Isolated corneal oedema developed in our patient several hours after the ocular surface had come into contact with traces of the milky latex of an Asclepias shrub. The delay in visual blurring is seen with the appearance of digitalis keratopathy after topical administration of digitoxin drops.⁶ There was no epithelial defect. Therefore, these glycosides seem able to penetrate the intact epithelium and to be toxic mainly to the corneal endothelium by inhibiting the endothelial Na⁺/K⁺-ATPase.

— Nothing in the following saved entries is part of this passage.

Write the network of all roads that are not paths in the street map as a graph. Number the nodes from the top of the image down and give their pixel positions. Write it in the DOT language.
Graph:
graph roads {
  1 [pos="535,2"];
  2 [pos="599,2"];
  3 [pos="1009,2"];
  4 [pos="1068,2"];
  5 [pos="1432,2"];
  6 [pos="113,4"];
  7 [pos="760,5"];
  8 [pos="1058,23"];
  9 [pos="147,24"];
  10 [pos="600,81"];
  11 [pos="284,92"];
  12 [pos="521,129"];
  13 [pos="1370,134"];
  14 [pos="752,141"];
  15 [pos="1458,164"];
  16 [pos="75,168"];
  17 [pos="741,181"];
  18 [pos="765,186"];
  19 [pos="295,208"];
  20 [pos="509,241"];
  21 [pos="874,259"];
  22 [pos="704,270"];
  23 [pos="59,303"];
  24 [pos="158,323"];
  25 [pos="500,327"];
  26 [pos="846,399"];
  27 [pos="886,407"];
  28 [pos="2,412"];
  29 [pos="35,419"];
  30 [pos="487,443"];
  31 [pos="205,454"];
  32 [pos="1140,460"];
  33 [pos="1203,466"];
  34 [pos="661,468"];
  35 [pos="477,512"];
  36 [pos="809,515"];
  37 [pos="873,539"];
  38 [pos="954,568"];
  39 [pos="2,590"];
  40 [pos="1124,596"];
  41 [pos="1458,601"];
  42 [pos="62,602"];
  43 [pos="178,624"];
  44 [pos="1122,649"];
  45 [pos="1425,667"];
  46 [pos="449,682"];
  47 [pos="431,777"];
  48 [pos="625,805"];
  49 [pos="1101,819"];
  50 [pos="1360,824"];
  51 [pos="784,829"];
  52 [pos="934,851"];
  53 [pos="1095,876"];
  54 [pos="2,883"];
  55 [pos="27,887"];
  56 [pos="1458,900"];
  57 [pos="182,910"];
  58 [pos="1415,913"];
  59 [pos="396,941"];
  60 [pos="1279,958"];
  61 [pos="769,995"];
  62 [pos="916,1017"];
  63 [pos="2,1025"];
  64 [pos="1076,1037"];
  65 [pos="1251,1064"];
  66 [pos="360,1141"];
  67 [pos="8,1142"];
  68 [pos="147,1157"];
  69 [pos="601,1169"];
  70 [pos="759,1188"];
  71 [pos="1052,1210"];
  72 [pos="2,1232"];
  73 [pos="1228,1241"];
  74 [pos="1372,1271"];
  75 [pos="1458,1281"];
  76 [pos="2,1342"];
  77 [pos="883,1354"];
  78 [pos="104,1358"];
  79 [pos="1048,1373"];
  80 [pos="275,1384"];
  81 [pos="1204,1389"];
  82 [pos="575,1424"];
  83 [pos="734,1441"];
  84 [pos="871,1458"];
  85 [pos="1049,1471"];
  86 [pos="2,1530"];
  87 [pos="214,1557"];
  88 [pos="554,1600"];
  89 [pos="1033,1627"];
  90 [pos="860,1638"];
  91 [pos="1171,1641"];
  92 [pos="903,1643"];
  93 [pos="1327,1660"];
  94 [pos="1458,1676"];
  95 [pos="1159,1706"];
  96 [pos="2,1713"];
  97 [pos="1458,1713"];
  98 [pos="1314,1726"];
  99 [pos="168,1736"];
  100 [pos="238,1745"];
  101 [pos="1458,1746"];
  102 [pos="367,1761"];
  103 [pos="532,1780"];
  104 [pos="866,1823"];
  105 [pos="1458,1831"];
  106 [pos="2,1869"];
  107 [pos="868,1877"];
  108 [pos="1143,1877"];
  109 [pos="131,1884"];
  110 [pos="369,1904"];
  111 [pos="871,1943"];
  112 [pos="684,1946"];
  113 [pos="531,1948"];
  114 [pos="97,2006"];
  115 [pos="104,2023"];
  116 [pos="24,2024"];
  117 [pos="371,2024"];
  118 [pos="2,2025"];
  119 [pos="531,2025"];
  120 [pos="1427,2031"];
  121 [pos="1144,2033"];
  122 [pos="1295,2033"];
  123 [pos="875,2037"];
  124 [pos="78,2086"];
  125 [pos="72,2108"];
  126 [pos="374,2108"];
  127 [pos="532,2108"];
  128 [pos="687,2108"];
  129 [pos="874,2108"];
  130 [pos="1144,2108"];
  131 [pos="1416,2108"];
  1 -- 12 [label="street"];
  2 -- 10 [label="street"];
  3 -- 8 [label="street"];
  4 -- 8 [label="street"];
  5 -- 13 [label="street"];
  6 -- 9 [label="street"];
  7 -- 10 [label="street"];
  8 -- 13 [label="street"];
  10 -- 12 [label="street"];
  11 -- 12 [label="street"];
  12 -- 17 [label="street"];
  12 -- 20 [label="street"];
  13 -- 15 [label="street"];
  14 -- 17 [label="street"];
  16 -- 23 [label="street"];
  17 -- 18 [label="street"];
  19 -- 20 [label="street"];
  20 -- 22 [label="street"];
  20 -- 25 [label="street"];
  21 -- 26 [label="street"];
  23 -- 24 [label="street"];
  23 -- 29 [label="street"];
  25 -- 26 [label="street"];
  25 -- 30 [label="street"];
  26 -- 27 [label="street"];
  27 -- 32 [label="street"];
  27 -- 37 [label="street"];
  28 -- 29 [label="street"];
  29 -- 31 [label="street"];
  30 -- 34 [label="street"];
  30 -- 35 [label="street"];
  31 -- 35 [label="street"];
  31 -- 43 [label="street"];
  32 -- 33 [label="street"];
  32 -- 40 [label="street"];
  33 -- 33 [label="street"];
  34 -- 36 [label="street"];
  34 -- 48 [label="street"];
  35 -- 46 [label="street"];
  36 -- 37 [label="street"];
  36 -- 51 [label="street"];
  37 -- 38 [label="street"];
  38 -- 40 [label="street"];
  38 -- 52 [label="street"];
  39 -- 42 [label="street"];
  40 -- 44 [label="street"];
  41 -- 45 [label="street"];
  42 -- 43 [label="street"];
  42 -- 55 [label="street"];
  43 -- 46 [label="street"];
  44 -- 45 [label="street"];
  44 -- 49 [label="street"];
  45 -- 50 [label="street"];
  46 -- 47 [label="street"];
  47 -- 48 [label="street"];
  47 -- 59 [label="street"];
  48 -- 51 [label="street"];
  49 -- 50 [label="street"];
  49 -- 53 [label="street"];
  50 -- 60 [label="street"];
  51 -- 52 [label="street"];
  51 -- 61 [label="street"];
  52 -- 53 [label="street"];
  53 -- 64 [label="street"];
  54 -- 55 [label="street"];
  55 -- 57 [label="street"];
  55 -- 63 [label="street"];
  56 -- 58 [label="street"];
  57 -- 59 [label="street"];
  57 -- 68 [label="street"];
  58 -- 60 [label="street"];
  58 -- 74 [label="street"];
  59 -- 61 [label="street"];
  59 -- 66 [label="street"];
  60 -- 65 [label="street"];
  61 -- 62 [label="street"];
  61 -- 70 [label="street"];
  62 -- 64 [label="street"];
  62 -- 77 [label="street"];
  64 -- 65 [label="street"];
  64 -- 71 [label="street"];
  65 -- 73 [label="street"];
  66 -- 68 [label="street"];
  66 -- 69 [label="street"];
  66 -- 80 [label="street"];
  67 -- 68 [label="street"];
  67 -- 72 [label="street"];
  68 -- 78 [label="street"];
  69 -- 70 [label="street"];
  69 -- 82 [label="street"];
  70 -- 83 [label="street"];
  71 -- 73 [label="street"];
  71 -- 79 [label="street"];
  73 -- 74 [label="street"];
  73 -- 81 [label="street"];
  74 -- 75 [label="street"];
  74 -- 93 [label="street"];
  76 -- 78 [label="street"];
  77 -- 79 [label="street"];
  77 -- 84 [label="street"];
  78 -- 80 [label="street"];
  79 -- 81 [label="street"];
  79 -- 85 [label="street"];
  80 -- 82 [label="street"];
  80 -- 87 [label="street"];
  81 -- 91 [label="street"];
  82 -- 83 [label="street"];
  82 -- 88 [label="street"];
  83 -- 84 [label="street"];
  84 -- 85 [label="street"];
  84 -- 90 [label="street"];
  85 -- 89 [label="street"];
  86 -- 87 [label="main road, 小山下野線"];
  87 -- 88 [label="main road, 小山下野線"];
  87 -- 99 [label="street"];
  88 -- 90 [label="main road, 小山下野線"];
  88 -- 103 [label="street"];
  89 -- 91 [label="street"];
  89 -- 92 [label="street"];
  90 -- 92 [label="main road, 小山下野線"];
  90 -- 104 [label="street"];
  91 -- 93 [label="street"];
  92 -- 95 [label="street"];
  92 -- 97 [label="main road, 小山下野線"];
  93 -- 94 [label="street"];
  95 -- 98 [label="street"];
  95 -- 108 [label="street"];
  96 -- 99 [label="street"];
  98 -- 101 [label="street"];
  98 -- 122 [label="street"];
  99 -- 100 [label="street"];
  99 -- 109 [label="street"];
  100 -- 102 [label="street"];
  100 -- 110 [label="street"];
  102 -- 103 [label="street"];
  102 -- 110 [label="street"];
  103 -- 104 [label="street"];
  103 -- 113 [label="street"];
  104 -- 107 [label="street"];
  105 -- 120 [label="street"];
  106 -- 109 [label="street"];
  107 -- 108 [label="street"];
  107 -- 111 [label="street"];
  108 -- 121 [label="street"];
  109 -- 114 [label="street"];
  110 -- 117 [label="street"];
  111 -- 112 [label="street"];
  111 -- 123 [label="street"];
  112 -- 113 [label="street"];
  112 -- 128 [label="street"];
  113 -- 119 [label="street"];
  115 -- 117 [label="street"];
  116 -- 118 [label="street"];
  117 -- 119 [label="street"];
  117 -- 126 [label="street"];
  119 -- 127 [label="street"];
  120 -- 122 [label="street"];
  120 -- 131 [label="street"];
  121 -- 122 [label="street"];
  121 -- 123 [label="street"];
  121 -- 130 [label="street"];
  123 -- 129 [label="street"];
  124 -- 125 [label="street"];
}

Steroidal treatment is often administered to reduce ocular inflammatory symptoms. Recently, a study demonstrated that dexamethasone results in increases in Na⁺/K⁺-ATPase pump activity in cultured corneal endothelial cells.¹⁰ The use of topical steroids may result in an increase of the pump activity in the remaining receptors that have not been blocked by the cardenolides. This may serve to compensate for some of the lost activity caused by the inhibitory action of the cardenolides and help in the recovery process. Corneal oedema may also disappear spontaneously when inhibition by the cardenolide has ceased. The harm caused by the cardenolides appears to be a temporary dysfunction of corneal endothelial cells that have been exposed to the toxic agent. A previous case involving A. curassavica reported an effect lasting 24–48 hours,¹ whereas our case (A. fruticosa) was resolved by day 3 with supportive treatment. As such, these conditions are typically self-limiting over a few days and associated with a full recovery without sequelae.

Toxic exposures to the cornea are not uncommon. As Asclepias plants are widely distributed, patients presenting with corneal oedema should be asked about possible exposures to plant sap. Knowledge of these toxic plants and their sap constituents may aid in the diagnosis and appropriate management of such cases.